Parinda raced through the jungle, hot rain pelting her face, sharp thorns scraping her legs. The villagers' angry voices echoed through the jungle; they’d been chasing her all night. Trickling sunlight warmed her face. She pushed through wet leaves and stepped out of the jungle. The Cliffs of Ascendence lay just ahead. The ancestral place for her people to complete the transformation.

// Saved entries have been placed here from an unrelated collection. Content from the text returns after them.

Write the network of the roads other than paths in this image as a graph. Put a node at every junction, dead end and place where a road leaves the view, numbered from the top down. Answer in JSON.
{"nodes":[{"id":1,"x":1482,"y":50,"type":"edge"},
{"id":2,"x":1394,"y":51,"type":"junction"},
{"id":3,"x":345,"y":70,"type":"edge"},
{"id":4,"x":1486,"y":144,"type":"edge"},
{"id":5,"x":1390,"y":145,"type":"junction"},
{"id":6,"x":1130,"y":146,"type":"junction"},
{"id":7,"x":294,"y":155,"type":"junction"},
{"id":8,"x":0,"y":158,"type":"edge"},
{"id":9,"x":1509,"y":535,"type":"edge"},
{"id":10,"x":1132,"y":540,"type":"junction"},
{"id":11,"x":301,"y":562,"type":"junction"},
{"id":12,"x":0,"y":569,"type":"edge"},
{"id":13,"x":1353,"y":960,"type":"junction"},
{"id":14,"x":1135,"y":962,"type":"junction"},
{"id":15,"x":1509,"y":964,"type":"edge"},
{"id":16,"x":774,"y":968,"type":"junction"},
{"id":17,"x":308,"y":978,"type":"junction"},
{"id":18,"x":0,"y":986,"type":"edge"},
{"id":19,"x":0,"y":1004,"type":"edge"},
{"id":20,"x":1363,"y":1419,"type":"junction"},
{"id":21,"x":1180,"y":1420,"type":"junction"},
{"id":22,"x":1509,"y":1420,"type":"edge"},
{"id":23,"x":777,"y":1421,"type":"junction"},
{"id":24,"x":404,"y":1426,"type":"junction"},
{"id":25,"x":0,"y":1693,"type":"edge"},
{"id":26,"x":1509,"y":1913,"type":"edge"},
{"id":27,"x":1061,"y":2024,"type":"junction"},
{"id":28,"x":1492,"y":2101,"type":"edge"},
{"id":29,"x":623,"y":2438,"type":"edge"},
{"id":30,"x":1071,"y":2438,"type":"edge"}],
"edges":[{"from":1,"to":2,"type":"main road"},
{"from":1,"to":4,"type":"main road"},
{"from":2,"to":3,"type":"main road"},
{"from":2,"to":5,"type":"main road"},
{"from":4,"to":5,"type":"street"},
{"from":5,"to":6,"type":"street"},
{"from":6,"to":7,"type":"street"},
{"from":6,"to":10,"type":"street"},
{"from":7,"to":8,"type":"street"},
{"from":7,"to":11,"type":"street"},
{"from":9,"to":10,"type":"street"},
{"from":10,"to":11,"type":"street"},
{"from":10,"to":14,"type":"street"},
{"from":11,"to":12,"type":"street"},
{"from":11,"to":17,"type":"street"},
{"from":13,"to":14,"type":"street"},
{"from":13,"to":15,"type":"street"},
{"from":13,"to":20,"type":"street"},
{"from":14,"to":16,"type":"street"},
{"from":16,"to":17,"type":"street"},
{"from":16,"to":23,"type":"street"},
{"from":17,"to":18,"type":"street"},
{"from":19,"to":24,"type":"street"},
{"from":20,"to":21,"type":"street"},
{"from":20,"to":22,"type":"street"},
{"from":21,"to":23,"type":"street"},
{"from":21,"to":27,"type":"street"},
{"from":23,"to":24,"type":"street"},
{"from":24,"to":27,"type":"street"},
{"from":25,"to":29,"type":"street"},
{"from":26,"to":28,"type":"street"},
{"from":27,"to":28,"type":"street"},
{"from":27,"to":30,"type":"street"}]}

She removed her sandals, and her feet sank into the damp grass on the cliff’s edge. Tigers roamed the grasslands below. If she jumped and didn’t transform, she’d be animal fodder. The voices grew louder. The village elders forbade girls from transforming. They said only boys could survive the metamorphosis, but they were wrong. The wind song had played in Parinda’s heart her entire life, and the melody didn’t lie. Her mother had helped her slip away. Go be with the wind, she’d said.
The treetops shook, shrieks filled the air. The men had taken flight to stop her. Parinda extended her arms. Wind rustled her dark curls, blue sky calling, but she didn’t jump. She’d long dreamt of the clouds, but fear paralyzed her. What if she was wrong? She didn’t want to die. But a life of ignored dreams was also death. She’d put her faith in the wind god Amra. No deity would forsake her for being a girl. Her heart thundering, she leapt. Pain tore down her spine, vertebrae cracking. Wings burst from her back; she screamed as they dragged her down faster.
The green valley floor was closing, lush with the aroma of warm blood on tigers' lips.
Panicked, she flapped her fluffy indigo wings. They tangled in the wind, tossing her playfully into the clouds. She struggled like a fledgling pushed from its nest, but she was flying. Just like she’d done in her childhood dreams. She’d been right. Flying was in her blood. Butterflies tickled her toes as she mastered her wings. Parinda soared high above the jungle to join her people in the clouds. The wind whispered in her ear that other girls would join her soon.